Monday 20 July 2015

Revisiting Memory Errors in Large-Scale Production Data Centers

Several work exists to talk about memory errors in Large Scale production data centers1. This paper is a continuation of a previous study and it took 14 months long to be completed and it was performed in the Facebook servers. With this study, the authors:

  1. analyze new DRAM failure trends in modern devices and workloads;
  2. develop a model for examining the memory failure rates of systems with different characteristics;
  3. describe and perform the first analysis of a large-scale implementation of a software technique proposed in prior work to reduce DRAM error rate.

During the analysis of the logs, they have noticed that:

  1. The number of memory errors per machine follows a Pareto distribution, with decreasing hazard rate. The memory errors tend to occur more frequently in the servers that have crashed more times.
  2. Non-DRAM memory failures, such as those in the memory controller and the memory channel, are the source of the majority of errors that occur.
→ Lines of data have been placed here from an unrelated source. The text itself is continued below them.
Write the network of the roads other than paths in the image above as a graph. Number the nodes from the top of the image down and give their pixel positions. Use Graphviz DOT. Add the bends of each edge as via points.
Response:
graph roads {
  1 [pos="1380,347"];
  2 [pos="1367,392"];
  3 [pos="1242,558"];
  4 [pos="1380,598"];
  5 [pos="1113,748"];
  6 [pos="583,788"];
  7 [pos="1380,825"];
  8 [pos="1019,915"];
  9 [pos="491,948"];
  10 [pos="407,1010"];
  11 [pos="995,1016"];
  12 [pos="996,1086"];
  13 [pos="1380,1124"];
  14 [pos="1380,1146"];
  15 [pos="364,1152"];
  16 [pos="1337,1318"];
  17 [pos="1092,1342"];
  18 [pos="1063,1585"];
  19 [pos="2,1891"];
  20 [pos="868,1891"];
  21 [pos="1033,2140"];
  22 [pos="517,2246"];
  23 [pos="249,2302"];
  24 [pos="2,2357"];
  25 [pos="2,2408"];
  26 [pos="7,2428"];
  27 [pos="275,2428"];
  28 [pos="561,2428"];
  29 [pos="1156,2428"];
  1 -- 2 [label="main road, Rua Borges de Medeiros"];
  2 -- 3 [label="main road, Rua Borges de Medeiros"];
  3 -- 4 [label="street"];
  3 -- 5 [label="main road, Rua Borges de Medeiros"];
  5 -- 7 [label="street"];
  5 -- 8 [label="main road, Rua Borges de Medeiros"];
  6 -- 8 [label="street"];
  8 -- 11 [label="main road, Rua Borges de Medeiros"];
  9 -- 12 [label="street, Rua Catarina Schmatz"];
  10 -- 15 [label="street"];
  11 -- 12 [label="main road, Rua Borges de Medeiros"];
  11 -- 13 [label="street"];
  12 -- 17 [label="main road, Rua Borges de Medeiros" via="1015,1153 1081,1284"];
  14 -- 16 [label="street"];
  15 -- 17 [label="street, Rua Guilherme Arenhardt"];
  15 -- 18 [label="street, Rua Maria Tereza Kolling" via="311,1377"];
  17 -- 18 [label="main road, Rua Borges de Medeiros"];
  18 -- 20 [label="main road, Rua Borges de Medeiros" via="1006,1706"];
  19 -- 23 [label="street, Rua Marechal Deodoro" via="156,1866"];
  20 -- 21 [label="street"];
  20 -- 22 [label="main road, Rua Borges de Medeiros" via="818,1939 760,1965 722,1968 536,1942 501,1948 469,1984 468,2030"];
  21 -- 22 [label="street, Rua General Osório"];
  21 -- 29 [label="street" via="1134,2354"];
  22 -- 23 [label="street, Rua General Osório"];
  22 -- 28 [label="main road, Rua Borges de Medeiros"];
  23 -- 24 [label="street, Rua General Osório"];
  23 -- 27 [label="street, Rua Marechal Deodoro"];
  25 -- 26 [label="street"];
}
This memory errors can cause a system to crash.
  3. DRAM failure rates increase with newer cell fabrication technologies. As bigger the size of memory is, higher is the failure rate. For instance, 4GB of DRAM have 1. 8x failure rate that 2GB.
  4. The number of DIMM chips and transfer width affect error rate.
  5. The failure rate can vary according to the work load.
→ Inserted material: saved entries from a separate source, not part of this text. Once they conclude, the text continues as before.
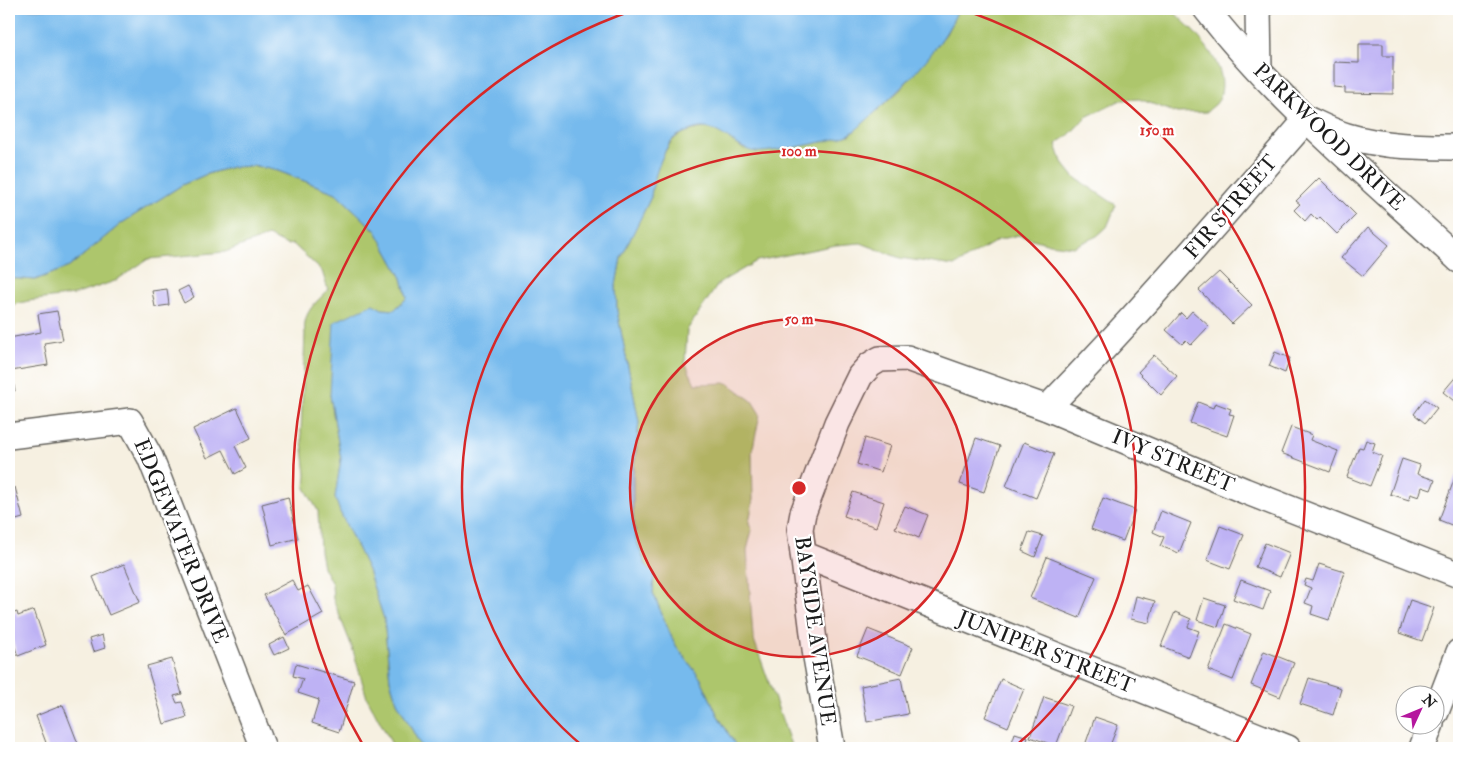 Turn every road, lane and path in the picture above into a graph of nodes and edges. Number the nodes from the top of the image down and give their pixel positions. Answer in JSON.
{"nodes":[{"id":1,"x":1206,"y":9,"type":"edge"},
{"id":2,"x":1258,"y":9,"type":"edge"},
{"id":3,"x":1259,"y":71,"type":"junction"},
{"id":4,"x":1307,"y":119,"type":"junction"},
{"id":5,"x":1459,"y":147,"type":"edge"},
{"id":6,"x":1459,"y":260,"type":"edge"},
{"id":7,"x":885,"y":358,"type":"joint"},
{"id":8,"x":1047,"y":408,"type":"junction"},
{"id":9,"x":9,"y":436,"type":"edge"},
{"id":10,"x":803,"y":554,"type":"junction"},
{"id":11,"x":1459,"y":574,"type":"edge"},
{"id":12,"x":1459,"y":652,"type":"edge"},
{"id":13,"x":1446,"y":686,"type":"edge"},
{"id":14,"x":1427,"y":734,"type":"edge"},
{"id":15,"x":263,"y":748,"type":"edge"},
{"id":16,"x":832,"y":748,"type":"edge"},
{"id":17,"x":1288,"y":748,"type":"edge"},
{"id":18,"x":1422,"y":748,"type":"edge"}],
"edges":[{"from":1,"to":3,"type":"street","name":"PARKWOOD DRIVE"},
{"from":2,"to":3,"type":"street"},
{"from":3,"to":4,"type":"street","name":"PARKWOOD DRIVE"},
{"from":4,"to":5,"type":"street"},
{"from":4,"to":6,"type":"street","name":"PARKWOOD DRIVE"},
{"from":4,"to":8,"type":"street","name":"FIR STREET"},
{"from":7,"to":8,"type":"street","name":"IVY STREET"},
{"from":7,"to":10,"type":"street","name":"BAYSIDE AVENUE"},
{"from":8,"to":11,"type":"street","name":"IVY STREET"},
{"from":9,"to":15,"type":"street","name":"EDGEWATER DRIVE"},
{"from":10,"to":16,"type":"street","name":"BAYSIDE AVENUE"},
{"from":10,"to":17,"type":"street","name":"JUNIPER STREET"},
{"from":12,"to":13,"type":"street"},
{"from":14,"to":18,"type":"street"}]} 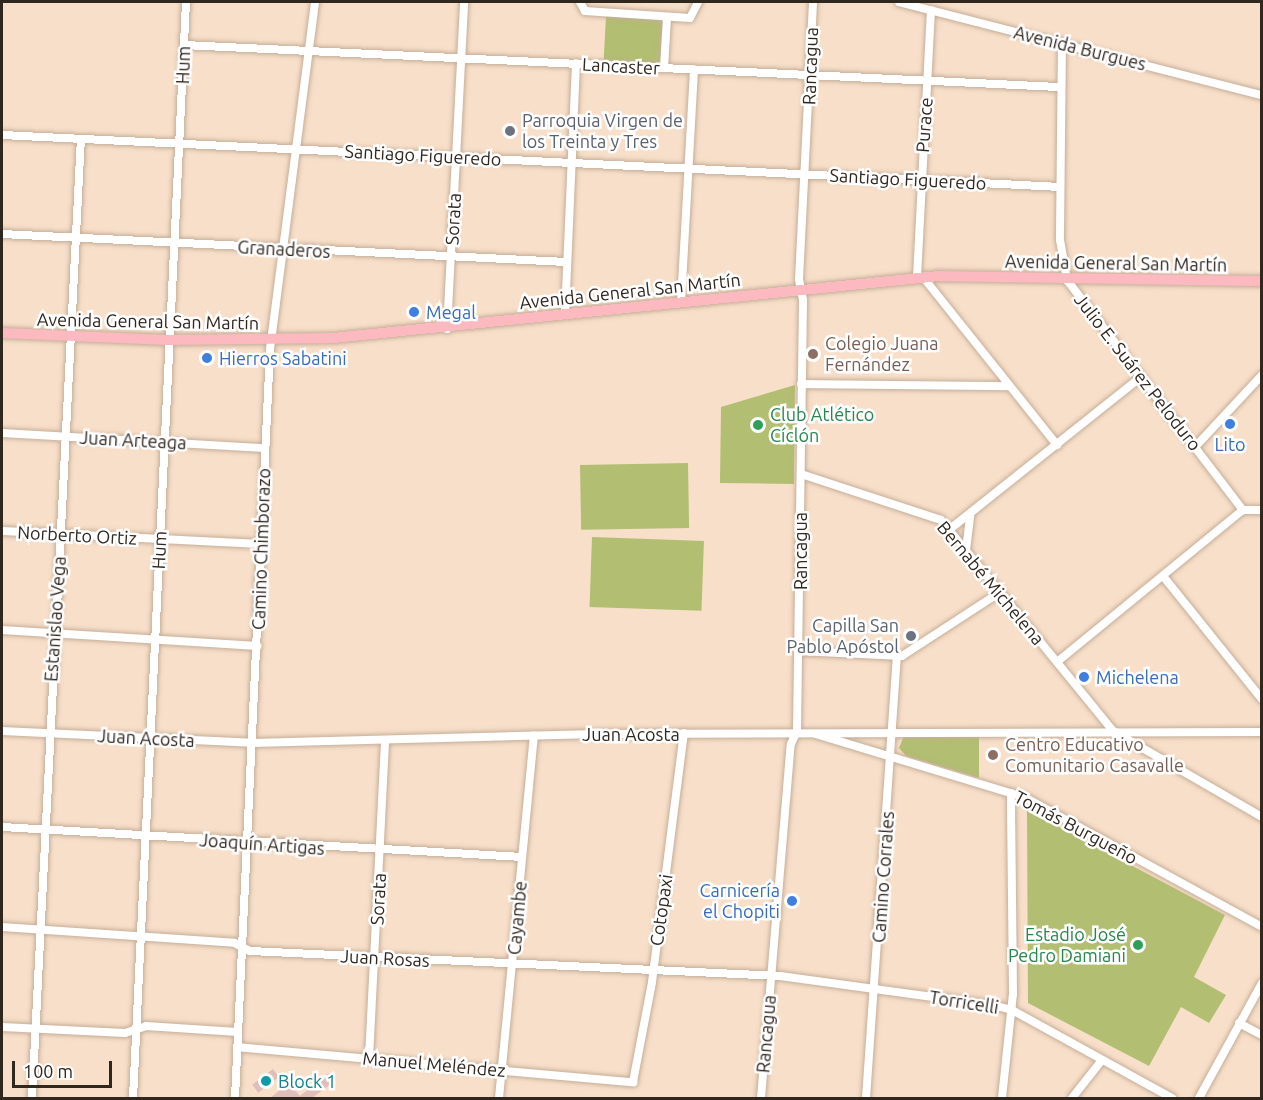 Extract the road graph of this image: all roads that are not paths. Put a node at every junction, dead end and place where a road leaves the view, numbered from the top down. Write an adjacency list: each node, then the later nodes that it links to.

They have defined the errors that happen in memory as correctable or uncorrectable errors. Correctable errors (CE) are errors that can be corrected by ECC mechanism, uncorrectable errors (UCE) cannot. CE happen more frequently than UCE, and it can degrade the system performance. UCE can make a system crash. They also have noticed that the more errors a server have, higher is the probability that it will get another error, following the Pareto law. > According to the Schroeder conjecture, if a server has suffered lots of CE, maybe it is better to change the DIMM than waiting for the first UCE. This will reduce the likelihood of uncorrectable errors.
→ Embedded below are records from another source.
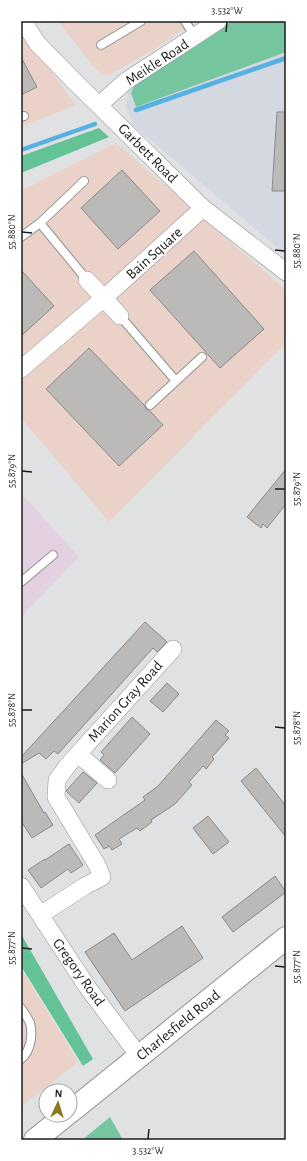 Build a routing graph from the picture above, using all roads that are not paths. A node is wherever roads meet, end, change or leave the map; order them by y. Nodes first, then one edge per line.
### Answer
1 (24, 21) edge
2 (141, 21) edge
3 (185, 21) edge
4 (218, 21) edge
5 (195, 37) junction
6 (101, 45) dead end
7 (99, 105) junction
8 (84, 181) dead end
9 (203, 208) junction
10 (40, 223) junction
11 (21, 237) edge
12 (286, 272) edge
13 (87, 280) joint
14 (104, 298) junction
15 (120, 316) joint
16 (202, 357) dead end
17 (21, 369) edge
18 (176, 381) junction
19 (150, 405) dead end
20 (53, 555) dead end
21 (21, 581) edge
22 (173, 649) dead end
23 (78, 754) junction
24 (108, 780) dead end
25 (21, 886) edge
26 (40, 915) junction
27 (286, 938) edge
28 (21, 1008) edge
29 (139, 1056) junction
30 (21, 1059) edge
31 (78, 1106) edge
32 (56, 1123) edge
33 (35, 1140) edge

1 - 7 street, Garbett Road
2 - 6 lane
3 - 5 lane
4 - 5 street, Meikle Road
5 - 7 street, Meikle Road
7 - 9 street, Garbett Road
8 - 10 lane
9 - 12 street, Garbett Road
9 - 14 street, Bain Square
10 - 11 lane
10 - 13 lane
13 - 14 street
14 - 15 street
14 - 17 street, Bain Square
15 - 18 lane
16 - 18 lane
18 - 19 lane
20 - 21 lane
22 - 23 street, Marion Gray Road
23 - 24 street, Marion Gray Road
23 - 26 street, Marion Gray Road
25 - 26 street, Gregory Road
26 - 29 street, Gregory Road
27 - 29 street, Charlesfield Road
28 - 30 lane
29 - 31 street, Charlesfield Road
32 - 33 street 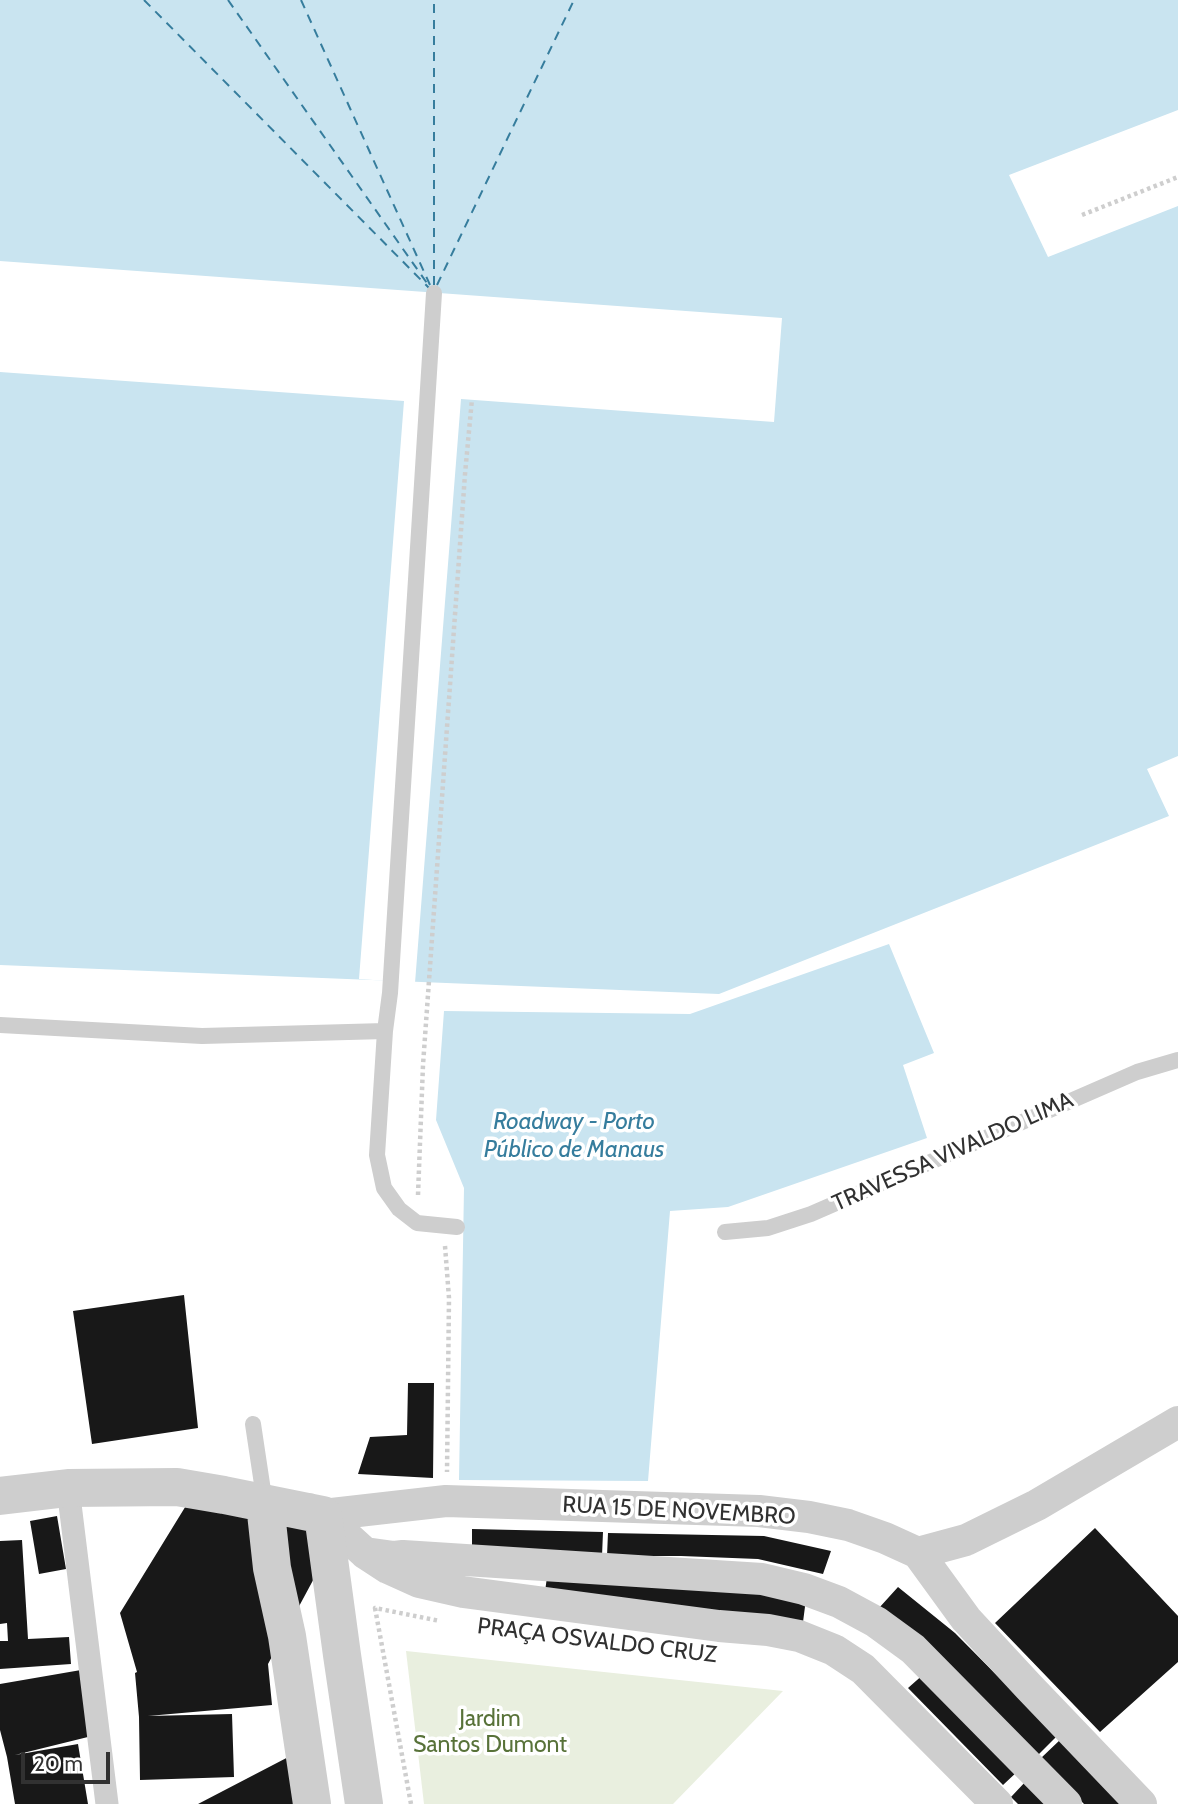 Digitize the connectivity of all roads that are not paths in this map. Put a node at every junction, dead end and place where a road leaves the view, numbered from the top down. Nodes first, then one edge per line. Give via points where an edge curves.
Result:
1 (433, 293) dead end
2 (0, 1025) edge
3 (385, 1031) junction
4 (1178, 1060) edge
5 (457, 1227) dead end
6 (725, 1232) dead end
7 (1178, 1422) edge
8 (253, 1424) dead end
9 (68, 1488) junction
10 (0, 1496) edge
11 (265, 1504) junction
12 (323, 1515) junction
13 (365, 1553) junction
14 (918, 1553) junction
15 (107, 1804) edge
16 (312, 1804) edge
17 (364, 1804) edge
18 (997, 1804) edge
19 (1066, 1804) edge
20 (1141, 1804) edge

1 - 3 lane
2 - 3 lane via 202,1035
3 - 5 lane via 377,1154 384,1188 417,1223
4 - 6 lane, TRAVESSA VIVALDO LIMA via 1137,1072 811,1214 768,1228
7 - 14 street via 1037,1506 966,1540
8 - 11 lane
9 - 10 street
9 - 11 street via 177,1487
9 - 15 street
11 - 12 street
11 - 16 street
12 - 13 street
12 - 14 street, RUA 15 DE NOVEMBRO via 446,1502 760,1511 848,1525
12 - 17 street
13 - 18 street via 419,1582 799,1636 834,1650 863,1669
13 - 19 street via 762,1579 804,1588 876,1622 913,1649
14 - 20 street, RUA 15 DE NOVEMBRO via 966,1619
Most of the CE that happen in the socket and in the channel affect a large amount of memory, but they have noticed that these errors only happened in a small fraction of servers. It is the spurious errors that affect most of the servers and it is necessary to have more effective techniques for detecting and reducing the reliability impact of weak cells in the memory.

They have tested the servers with different type of workload. They have split the resource requirements that builds a workload in Processor, Memory, and Storage. On each requirement, they have set a level of Low, Medium, and High. E.g., the Hadoop workload uses high processor and storage, and medium memory.

In the end, they have developed a model for memory failures where they claim that using lower density DIMMs and fewer processors can reduce failure rates by up to 57. 7.

Based on this paper, we can conclude that the failure rate will also affect Hadoop framework, but there is one question related to Hadoop they do not answer, and maybe it is out of scope of this paper. Will 1000 commodities machines with Hadoop framework installed have the same failure rate as the framework running in 1000 big servers? Maybe this is a question that open doors for an interesting study.

Notes:

DRAM: Dynamic random-access memory (DRAM) is a type of random-access memory that stores each bit of data in a separate capacitor within an integrated circuit. Compared with SRAM, only one transistor and a capacitor are required per bit, compared to four or six transistors in SRAM. This allows to reach high capacity.